Essa é a realidade de muitos. Sem querer revelar muito, Labaki preza
pontualmente pelo naturalismo ao traduzir a rotina dos seus personagens, a
dinâmica entre eles e o contato deles com a sujeira, com a falta de espaço, de
dignidade e com os perigos da vida nas ruas de um grande centro urbano.
Conforto? Essa palavra não existe aqui. Mesmo neste cenário nitidamente desolador,
entretanto, é legal ver o cuidado da cineasta em defender a importância do
afeto. Todo ambiente pode se tornar mais “habitável” quando se tem carinho,
amor e dedicação. O que fica bem claro, por exemplo, na intensa relação entre
Zain e Rahill, uma personagem imponente que tem muito a acrescentar ao arco do
protagonista. Até porque é através dela e das novas experiências do jovem que
Labaki estende o alcance da sua crítica. Na transição para a segunda metade da
obra, ela coloca o dedo em profundas feridas ao refletir sobre a
negligência estatal, os arcaicos costumes do seu país e principalmente sobre a
responsabilidade assumida pelos país no momento em que colocam um filho no
mundo.
Sem nunca soar panfletária, é
aqui que Nadine Labaki parece mais “enfurecida”. Por mais que, como qualquer
filme do gênero que se preze deve fazer, Cafernaum dê voz aos dois lados da
moeda, a realizadora não titubeia em refutar a condescendência quanto a este
assunto. A responsabilidade, aqui, precisa ser dividida. Não existe
ingenuidade, nem tão pouco pena por parte dela. Se o Estado não ajuda, eles (pais) também não
se ajudaram ao trazer para o mundo uma vida que não poderiam sustentar. Ainda
que as explicações das figuras paterna\materna sejam compreensíveis, eles
também são vítimas desta nefasta equação social, o próprio longa parece aos poucos desacreditá-las.
Para Labaki nada justifica o contexto em que os Zain’s da vida são obrigados a
habitar. Talvez até por essa opinião forte, a cineasta peque pelo
maniqueísmo quanto a construção do intransigente pai, um personagem que
definitivamente precisaria de um pouco mais de tempo para nos convencer da sua verdade.
Por falar em eventuais pequenos deslizes, na transição para o clímax, após
quase duas horas de realidade e sofrimento, Labaki decide enxergar
discretamente o copo meio cheio. Uma concessão justa, que em nada fere o senso
de verossimilhança da história, mas que pode soar para alguns mais “ensolarada”

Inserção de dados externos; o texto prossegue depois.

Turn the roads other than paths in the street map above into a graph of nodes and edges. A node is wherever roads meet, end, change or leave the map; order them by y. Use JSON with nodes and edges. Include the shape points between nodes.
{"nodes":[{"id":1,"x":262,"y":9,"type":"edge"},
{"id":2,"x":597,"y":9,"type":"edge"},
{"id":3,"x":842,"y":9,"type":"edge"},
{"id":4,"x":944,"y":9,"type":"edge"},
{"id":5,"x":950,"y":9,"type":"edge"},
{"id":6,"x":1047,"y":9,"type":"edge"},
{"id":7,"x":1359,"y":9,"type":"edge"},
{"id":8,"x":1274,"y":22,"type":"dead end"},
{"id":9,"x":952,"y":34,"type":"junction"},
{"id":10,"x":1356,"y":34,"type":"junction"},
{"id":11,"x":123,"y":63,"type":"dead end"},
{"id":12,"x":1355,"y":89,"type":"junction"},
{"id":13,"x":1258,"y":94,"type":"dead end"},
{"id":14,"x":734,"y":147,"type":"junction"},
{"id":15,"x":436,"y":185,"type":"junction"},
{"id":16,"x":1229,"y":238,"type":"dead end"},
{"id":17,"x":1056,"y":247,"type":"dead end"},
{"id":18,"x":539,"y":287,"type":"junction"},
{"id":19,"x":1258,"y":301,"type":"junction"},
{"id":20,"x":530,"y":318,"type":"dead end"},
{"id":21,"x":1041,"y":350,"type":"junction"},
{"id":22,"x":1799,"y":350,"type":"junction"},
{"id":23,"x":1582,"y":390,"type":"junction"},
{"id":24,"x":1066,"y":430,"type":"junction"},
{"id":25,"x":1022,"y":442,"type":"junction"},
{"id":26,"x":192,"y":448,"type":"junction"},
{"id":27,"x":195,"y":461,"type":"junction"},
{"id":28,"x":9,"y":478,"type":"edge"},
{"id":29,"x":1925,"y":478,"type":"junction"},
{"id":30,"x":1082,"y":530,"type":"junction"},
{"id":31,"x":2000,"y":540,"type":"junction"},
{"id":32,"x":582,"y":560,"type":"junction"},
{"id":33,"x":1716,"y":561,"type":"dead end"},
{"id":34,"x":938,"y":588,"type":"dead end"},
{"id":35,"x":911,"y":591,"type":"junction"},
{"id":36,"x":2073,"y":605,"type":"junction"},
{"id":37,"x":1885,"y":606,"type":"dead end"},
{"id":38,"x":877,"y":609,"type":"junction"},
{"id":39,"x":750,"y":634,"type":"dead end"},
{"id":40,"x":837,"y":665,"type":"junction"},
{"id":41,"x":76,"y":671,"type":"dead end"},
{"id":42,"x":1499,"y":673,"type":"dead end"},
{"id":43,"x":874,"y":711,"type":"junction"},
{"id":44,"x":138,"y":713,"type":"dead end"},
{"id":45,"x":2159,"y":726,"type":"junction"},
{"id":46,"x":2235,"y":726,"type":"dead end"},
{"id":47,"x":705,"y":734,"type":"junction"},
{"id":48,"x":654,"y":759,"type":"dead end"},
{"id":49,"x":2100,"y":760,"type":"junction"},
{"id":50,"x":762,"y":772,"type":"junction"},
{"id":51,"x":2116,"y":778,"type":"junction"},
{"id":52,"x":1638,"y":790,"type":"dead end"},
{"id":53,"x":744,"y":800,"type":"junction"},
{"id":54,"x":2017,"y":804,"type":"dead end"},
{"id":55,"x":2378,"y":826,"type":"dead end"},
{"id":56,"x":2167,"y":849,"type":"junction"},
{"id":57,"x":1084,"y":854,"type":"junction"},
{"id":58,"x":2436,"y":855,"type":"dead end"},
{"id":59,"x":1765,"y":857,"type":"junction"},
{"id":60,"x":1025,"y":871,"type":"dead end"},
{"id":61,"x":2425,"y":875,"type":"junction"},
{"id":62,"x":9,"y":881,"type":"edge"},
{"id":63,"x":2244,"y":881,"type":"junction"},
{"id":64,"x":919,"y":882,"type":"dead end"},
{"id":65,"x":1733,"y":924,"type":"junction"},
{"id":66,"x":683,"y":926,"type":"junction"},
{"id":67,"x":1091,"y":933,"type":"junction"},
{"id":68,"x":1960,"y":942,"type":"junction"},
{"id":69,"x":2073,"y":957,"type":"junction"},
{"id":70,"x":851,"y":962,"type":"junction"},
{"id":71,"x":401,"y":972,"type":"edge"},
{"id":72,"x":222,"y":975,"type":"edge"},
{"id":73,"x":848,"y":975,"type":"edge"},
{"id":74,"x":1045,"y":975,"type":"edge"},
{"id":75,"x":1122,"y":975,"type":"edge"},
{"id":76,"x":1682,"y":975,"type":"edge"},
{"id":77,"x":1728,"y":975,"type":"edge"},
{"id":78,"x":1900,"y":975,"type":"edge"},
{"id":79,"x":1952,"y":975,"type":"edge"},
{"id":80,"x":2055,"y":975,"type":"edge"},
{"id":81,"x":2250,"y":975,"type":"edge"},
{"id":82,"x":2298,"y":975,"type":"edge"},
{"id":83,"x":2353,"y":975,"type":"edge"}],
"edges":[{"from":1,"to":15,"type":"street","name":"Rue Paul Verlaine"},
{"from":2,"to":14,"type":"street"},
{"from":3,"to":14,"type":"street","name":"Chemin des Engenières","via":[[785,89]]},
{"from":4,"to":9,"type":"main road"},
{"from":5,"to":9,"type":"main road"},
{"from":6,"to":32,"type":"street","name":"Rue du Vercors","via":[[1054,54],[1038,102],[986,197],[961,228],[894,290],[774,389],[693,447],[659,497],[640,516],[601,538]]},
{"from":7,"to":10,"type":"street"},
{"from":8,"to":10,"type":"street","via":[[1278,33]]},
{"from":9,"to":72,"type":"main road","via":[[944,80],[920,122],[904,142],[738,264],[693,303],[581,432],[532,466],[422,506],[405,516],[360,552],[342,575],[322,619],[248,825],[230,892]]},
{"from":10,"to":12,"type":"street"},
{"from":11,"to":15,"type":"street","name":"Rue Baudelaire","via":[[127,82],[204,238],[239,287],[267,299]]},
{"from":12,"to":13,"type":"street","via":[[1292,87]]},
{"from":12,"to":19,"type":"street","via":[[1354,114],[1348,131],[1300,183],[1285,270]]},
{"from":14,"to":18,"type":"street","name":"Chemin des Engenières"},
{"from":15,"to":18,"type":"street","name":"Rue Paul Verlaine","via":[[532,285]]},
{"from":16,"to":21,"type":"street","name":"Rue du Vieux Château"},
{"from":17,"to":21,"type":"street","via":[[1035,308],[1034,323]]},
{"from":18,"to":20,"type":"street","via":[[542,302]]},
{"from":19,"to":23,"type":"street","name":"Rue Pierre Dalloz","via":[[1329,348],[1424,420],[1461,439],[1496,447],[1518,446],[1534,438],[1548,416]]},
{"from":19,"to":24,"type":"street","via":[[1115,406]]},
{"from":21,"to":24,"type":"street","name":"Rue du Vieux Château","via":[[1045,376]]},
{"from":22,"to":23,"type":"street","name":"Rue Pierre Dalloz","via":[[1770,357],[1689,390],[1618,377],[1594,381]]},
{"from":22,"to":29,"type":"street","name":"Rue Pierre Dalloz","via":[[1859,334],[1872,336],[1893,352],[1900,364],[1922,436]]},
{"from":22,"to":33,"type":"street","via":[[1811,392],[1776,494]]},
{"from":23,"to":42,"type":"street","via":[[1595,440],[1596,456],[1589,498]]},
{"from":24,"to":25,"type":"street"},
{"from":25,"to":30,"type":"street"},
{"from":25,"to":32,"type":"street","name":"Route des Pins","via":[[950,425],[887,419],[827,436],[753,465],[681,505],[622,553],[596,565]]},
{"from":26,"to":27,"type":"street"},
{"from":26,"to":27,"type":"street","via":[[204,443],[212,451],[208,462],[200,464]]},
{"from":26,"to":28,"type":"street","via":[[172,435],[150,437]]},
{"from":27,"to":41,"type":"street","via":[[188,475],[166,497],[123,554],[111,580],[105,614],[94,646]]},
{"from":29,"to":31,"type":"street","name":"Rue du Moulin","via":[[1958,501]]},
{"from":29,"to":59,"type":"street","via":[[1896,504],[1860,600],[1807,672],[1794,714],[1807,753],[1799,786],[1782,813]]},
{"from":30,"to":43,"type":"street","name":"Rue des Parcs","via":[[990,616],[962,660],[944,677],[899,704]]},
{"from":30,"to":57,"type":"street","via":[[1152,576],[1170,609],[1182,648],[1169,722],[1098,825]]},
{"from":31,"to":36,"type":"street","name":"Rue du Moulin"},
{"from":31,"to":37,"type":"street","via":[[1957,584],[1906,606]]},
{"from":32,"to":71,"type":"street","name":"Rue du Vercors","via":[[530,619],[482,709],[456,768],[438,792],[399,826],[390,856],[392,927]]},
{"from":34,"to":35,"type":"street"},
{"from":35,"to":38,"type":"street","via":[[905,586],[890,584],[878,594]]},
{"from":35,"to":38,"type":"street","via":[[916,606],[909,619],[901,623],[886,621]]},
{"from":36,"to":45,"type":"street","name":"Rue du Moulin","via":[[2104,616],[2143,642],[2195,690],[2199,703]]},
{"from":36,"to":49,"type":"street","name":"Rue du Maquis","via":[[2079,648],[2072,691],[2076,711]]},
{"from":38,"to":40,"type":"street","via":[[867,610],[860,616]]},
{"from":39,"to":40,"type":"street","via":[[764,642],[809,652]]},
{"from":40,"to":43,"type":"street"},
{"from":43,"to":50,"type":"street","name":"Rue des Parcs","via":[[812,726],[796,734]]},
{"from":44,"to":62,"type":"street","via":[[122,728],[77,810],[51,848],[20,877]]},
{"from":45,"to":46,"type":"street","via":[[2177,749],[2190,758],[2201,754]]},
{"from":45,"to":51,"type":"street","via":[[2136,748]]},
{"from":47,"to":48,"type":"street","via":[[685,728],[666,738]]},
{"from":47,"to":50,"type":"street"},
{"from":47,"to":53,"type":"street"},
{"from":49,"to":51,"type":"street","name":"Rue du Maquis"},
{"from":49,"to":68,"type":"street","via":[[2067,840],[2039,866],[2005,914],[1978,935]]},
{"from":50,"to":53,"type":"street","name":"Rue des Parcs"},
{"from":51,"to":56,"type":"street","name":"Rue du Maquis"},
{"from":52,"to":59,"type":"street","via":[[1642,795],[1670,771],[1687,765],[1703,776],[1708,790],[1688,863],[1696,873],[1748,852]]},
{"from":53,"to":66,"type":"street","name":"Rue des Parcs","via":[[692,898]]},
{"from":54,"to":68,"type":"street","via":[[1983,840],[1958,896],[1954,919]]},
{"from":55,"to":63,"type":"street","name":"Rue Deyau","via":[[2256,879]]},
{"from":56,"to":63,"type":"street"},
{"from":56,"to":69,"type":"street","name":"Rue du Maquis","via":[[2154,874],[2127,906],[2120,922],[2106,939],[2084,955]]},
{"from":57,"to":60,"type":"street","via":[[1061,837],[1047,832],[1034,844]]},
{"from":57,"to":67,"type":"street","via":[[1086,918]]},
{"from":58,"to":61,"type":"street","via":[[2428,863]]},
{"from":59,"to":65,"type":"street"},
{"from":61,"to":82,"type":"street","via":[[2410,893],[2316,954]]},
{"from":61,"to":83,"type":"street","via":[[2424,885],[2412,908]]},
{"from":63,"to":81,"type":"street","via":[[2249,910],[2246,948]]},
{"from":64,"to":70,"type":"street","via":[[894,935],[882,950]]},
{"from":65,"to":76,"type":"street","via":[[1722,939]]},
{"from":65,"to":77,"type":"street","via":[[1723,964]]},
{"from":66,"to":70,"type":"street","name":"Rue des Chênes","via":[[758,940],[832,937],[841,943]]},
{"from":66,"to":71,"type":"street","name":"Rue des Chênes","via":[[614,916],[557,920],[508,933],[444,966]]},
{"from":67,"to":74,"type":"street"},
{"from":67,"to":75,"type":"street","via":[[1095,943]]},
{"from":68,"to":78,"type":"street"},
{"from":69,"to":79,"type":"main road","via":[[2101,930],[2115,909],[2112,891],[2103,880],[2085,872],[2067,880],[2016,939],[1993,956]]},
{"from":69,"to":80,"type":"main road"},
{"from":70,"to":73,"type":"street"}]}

do que a trama como um todo parecia sugerir. Na minha opinião, nenhum problema
quanto ao caminho escolhido por Labaki para pontuar a sua trama. Até porque,
verdade seja dita, fica difícil se apegar a qualquer pequeno defeito narrativo
quando nos deparamos com a poderosa performance de Zain Al Rafeea. O que esse garoto entrega em cena é absurdo. Uma das
maiores atuações infantis da história do cinema. No centro do quadro em quase
toda a película, o estreante arrebata ao interiorizar o misto de dor, raiva,
resiliência e esperança do seu personagem com uma naturalidade desconcertante.
Graças a condução sutil de Labaki, que, fiel ao teor documental,
interfere bem pouco no drama do protagonista, Zain desfila em cada sequência um
repertório de nuances e expressões digna dos grandes. Ele parece realmente
viver (ou ter vivido) aquelas experiências. Um trabalho puro, convicto e
intenso capaz de levantar a bandeira defendida pela obra sem nunca sacrificar
a sua autenticidade infantil.
Um verdadeiro manifesto em prol
dos esquecidos (crianças, imigrantes ilegais, marginalizados), Cafarnaum impacta
ao propor um choque de realidade urgente, incisivo e indiscutivelmente pesado.
Com personagens de uma complexidade ímpar e um elenco recheado de não atores, o
que, diga-se de passagem, explica o nível de sinceridade impresso em tela,
Nadine Labaki entrega um filme para todos os públicos, uma obra acessível,
universal e dinâmica que merece ser tratada como um silencioso pedido de ajuda.